Dataset records
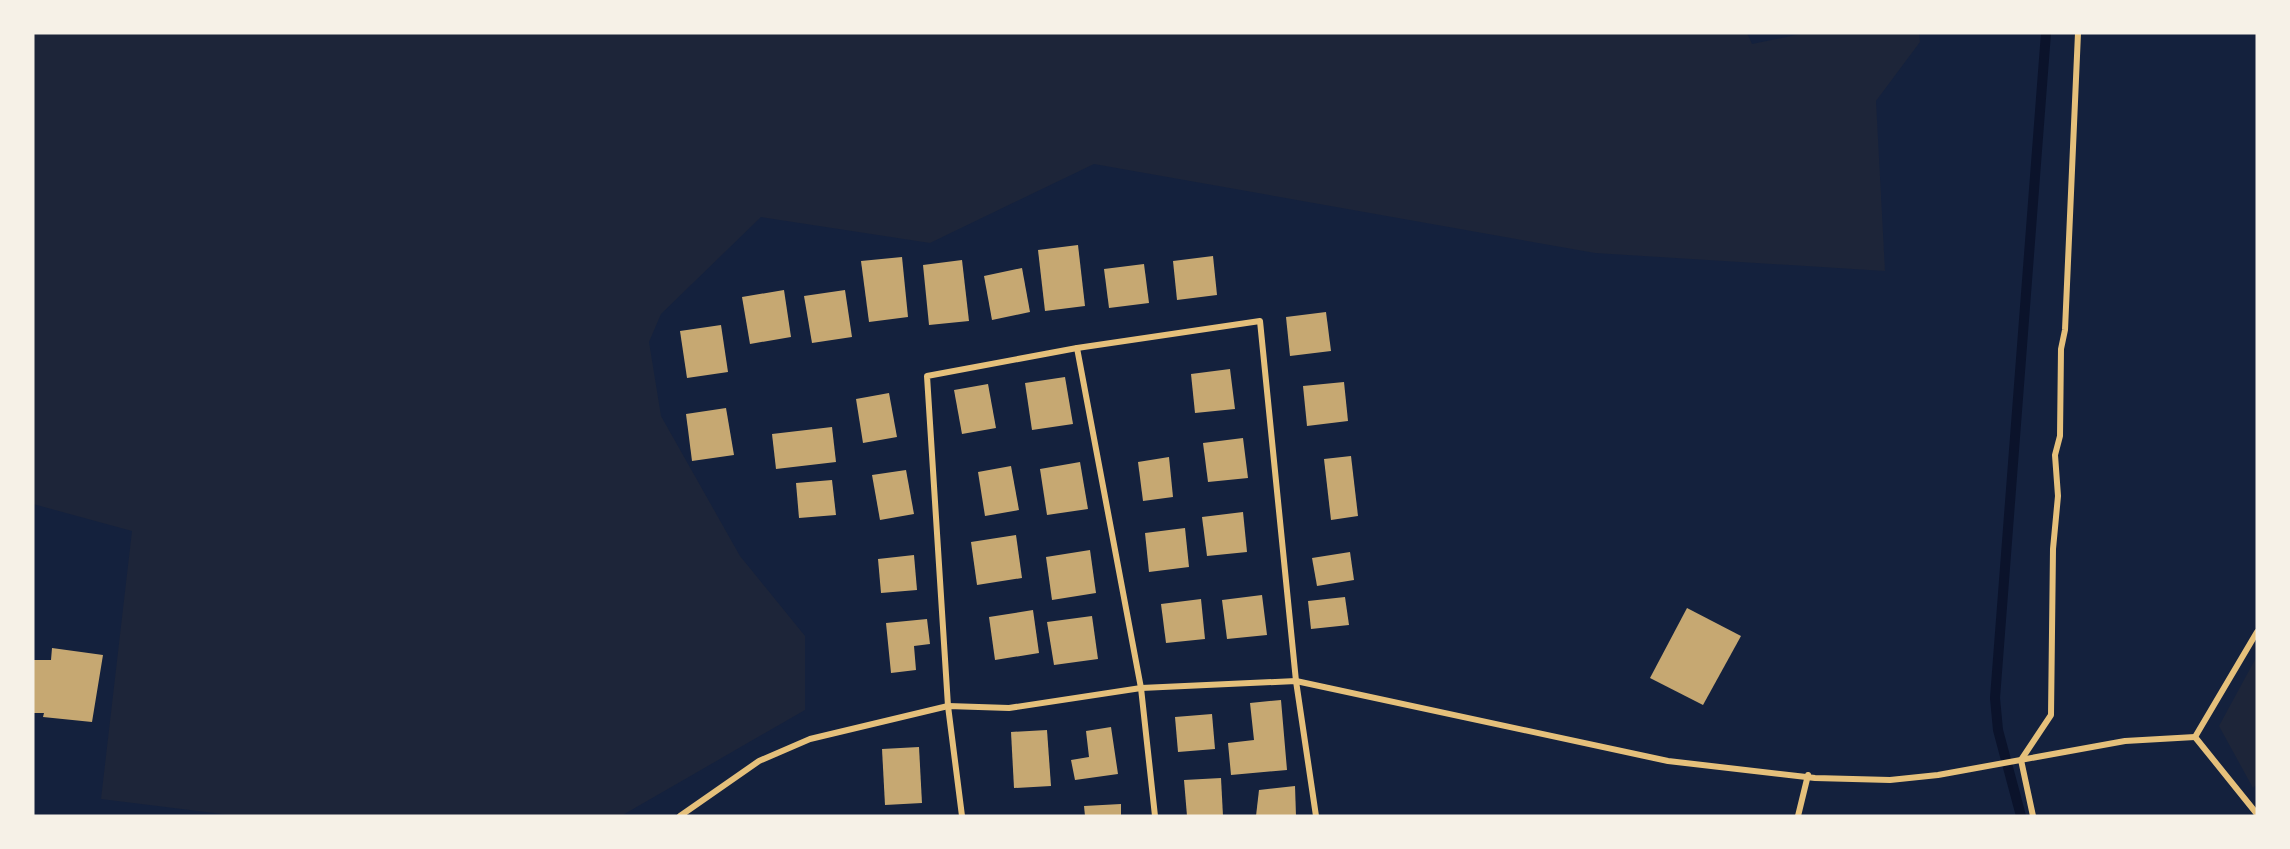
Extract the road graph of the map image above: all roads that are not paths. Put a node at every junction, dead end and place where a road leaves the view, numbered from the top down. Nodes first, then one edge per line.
1 (2078, 33) edge
2 (1077, 348) junction
3 (2257, 632) edge
4 (1296, 681) junction
5 (1141, 688) junction
6 (948, 706) junction
7 (2195, 737) junction
8 (2021, 760) junction
9 (1808, 775) junction
10 (2257, 814) edge
11 (681, 816) edge
12 (963, 816) edge
13 (1155, 816) edge
14 (1316, 816) edge
15 (1798, 816) edge
16 (2033, 816) edge

1 - 8 street
2 - 4 street
2 - 5 street
2 - 6 street
3 - 7 street
4 - 5 street
4 - 9 street
4 - 14 street
5 - 6 street
5 - 13 street
6 - 11 street
6 - 12 street
7 - 8 street
7 - 10 street
8 - 9 street
8 - 16 street
9 - 15 street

Directions
Type out the data above once more, exactly, with no images included.

Task output
Extract the road graph of the map image above: all roads that are not paths. Put a node at every junction, dead end and place where a road leaves the view, numbered from the top down. Nodes first, then one edge per line.
1 (2078, 33) edge
2 (1077, 348) junction
3 (2257, 632) edge
4 (1296, 681) junction
5 (1141, 688) junction
6 (948, 706) junction
7 (2195, 737) junction
8 (2021, 760) junction
9 (1808, 775) junction
10 (2257, 814) edge
11 (681, 816) edge
12 (963, 816) edge
13 (1155, 816) edge
14 (1316, 816) edge
15 (1798, 816) edge
16 (2033, 816) edge

1 - 8 street
2 - 4 street
2 - 5 street
2 - 6 street
3 - 7 street
4 - 5 street
4 - 9 street
4 - 14 street
5 - 6 street
5 - 13 street
6 - 11 street
6 - 12 street
7 - 8 street
7 - 10 street
8 - 9 street
8 - 16 street
9 - 15 street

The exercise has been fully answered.